Jesus said, “There is more happiness in giving than in receiving” (Acts 20:25). This is the Good News Translation, andit correctly renders the Greek word makarios as happiness.
One of the greatest gifts we can give our children is freedom from materialism. How? By teaching them to be generous givers who know everything belongs not to them, but to God. And by demonstrating that greater joy is found in giving than keeping.
Giving statistics are bleak. They consistently show that older generations give away a higher percentage of their money than younger ones. We’re failing to teach our children to give, and that failure will both rob them of joy and hinder the work of Christ around the globe.
When our girls were seven and five, I gave each of them three jars labeled “Giving,” “Saving,” and “Spending.” Every time they received money from chores or gifts, they were to put at least ten percent into the giving jar, then distribute the rest between the other jars. Once they put money in the giving Jar, it was untouchable until they gave it to the Lord at church.
When they put money in “Saving,” they could spend it only for something planned. But they were free to transfer money from saving or spending to giving, or from spending to saving.
I’ll never forget the night I explained this system to my daughters. They were so excited they immediately distributed the money they already had between the jars. They used those jars for years. This simple system may have resulted in more financial education than anything else my wife Nanci and I did.
Many of us have become so immersed in our culture that we’ve lost the ability to discern what will—and won’t—count for eternity.
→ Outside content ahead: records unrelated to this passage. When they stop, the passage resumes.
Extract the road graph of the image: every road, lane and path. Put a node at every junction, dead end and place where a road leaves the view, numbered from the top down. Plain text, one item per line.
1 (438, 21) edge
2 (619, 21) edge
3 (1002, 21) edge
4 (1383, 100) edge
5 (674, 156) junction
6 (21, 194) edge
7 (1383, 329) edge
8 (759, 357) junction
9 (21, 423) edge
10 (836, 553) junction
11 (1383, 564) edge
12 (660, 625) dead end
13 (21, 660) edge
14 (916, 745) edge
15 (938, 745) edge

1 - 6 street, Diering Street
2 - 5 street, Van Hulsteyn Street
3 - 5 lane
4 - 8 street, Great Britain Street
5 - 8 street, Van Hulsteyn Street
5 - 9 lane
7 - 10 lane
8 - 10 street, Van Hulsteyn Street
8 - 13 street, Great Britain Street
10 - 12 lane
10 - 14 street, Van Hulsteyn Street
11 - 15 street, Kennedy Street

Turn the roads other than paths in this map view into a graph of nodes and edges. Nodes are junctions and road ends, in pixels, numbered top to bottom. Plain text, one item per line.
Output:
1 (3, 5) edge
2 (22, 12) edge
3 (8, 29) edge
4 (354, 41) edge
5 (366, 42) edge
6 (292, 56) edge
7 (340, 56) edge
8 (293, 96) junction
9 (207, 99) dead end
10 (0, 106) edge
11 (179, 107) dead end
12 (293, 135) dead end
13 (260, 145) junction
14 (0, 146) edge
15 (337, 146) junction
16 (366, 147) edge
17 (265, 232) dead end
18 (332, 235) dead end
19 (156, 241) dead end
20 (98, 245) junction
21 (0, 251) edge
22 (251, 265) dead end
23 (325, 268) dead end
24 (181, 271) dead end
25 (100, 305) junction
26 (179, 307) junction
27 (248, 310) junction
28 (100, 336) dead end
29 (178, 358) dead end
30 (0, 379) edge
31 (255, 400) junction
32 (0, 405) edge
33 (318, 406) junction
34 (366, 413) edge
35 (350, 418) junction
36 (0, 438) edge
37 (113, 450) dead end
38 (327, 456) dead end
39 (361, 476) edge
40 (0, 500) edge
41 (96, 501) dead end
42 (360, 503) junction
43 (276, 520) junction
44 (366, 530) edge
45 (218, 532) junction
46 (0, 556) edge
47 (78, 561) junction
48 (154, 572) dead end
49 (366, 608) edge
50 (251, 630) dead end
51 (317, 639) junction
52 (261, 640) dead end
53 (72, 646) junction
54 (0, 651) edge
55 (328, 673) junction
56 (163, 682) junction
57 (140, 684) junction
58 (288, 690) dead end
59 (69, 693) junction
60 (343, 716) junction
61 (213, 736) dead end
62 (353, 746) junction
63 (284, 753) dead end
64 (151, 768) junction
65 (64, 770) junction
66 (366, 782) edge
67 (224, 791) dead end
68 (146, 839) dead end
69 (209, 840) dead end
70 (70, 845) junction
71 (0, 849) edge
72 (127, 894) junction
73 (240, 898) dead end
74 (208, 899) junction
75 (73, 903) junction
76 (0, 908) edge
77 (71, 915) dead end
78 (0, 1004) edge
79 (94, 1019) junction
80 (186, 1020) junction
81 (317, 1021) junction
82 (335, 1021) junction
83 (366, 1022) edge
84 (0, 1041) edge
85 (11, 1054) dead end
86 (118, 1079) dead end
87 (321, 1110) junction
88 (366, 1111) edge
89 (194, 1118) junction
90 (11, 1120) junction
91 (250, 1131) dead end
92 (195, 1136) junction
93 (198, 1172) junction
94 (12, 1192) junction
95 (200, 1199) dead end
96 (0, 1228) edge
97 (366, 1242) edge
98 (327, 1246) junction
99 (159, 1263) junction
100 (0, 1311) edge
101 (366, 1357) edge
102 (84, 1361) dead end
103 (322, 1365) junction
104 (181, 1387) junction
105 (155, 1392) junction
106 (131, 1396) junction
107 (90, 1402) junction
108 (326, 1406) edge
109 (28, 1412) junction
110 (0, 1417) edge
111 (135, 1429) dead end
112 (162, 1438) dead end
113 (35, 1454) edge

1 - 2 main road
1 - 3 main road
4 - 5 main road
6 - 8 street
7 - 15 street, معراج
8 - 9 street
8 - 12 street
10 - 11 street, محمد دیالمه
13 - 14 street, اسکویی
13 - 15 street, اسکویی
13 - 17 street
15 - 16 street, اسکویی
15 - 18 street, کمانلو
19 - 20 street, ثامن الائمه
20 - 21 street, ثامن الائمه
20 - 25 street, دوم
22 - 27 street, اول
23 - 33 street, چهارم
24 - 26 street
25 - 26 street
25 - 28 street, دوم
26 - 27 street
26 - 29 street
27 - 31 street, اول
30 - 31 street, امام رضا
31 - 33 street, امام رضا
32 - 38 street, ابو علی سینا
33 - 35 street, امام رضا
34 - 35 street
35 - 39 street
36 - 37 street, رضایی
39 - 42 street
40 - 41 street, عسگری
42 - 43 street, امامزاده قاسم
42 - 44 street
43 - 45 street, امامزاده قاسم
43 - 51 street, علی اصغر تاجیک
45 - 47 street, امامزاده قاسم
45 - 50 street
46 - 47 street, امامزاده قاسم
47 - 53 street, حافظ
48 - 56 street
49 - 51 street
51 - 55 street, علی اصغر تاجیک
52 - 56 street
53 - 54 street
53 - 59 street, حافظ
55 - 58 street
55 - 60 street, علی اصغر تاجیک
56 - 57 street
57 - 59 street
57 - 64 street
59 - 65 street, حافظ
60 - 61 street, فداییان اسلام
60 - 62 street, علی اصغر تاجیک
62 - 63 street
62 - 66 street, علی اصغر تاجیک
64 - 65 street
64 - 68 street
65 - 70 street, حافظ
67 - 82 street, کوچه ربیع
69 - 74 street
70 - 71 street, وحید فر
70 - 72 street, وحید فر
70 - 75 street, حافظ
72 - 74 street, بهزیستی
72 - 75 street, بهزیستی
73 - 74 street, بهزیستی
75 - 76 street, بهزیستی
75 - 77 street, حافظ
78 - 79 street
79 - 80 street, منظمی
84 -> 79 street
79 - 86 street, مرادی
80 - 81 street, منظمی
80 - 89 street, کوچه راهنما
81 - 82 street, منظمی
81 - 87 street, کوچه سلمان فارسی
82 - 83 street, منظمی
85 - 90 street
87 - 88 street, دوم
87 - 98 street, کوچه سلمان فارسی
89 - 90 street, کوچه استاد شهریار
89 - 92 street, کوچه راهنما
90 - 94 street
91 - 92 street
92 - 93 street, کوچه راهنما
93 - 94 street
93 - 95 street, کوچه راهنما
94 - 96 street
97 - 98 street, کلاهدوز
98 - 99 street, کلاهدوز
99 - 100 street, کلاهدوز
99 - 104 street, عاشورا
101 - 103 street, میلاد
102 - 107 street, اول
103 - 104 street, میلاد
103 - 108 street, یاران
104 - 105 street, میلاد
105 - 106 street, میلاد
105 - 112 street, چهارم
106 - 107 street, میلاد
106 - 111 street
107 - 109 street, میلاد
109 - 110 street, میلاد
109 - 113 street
But Jesus commanded us to store up treasures in heaven, not on earth (Matthew 6:19-21). We put our treasures in Heaven by giving to build God’s kingdom, not our own.
God entrusts riches to us, not to increase our standard of living, but to increase our standard of giving. When Jesus tells us to store up treasures in Heaven, He’s saying, “You can’t take it with you, but you can send it on ahead.”
How can we pass these truths to our children? By example.
Over two decades ago my family began giving away 100 percent of the royalties from my books. When my youngest daughter was a teenager, we rode our bikes into an expensive neighborhood and admired the biggest, most beautiful house. When I saw the selling price, I said, “If we had kept the royalties from the last year and a half, we could pay cash for that house. Do you wish we would’ve done that?”
My daughter laughed. “Dad, it’s just a house!”
Money didn’t have a hold on her. She had learned it all belonged to God, and there was no greater joy than giving it back to Him. Keeping it would have gained us a nice house; giving it gained us an eternal investment.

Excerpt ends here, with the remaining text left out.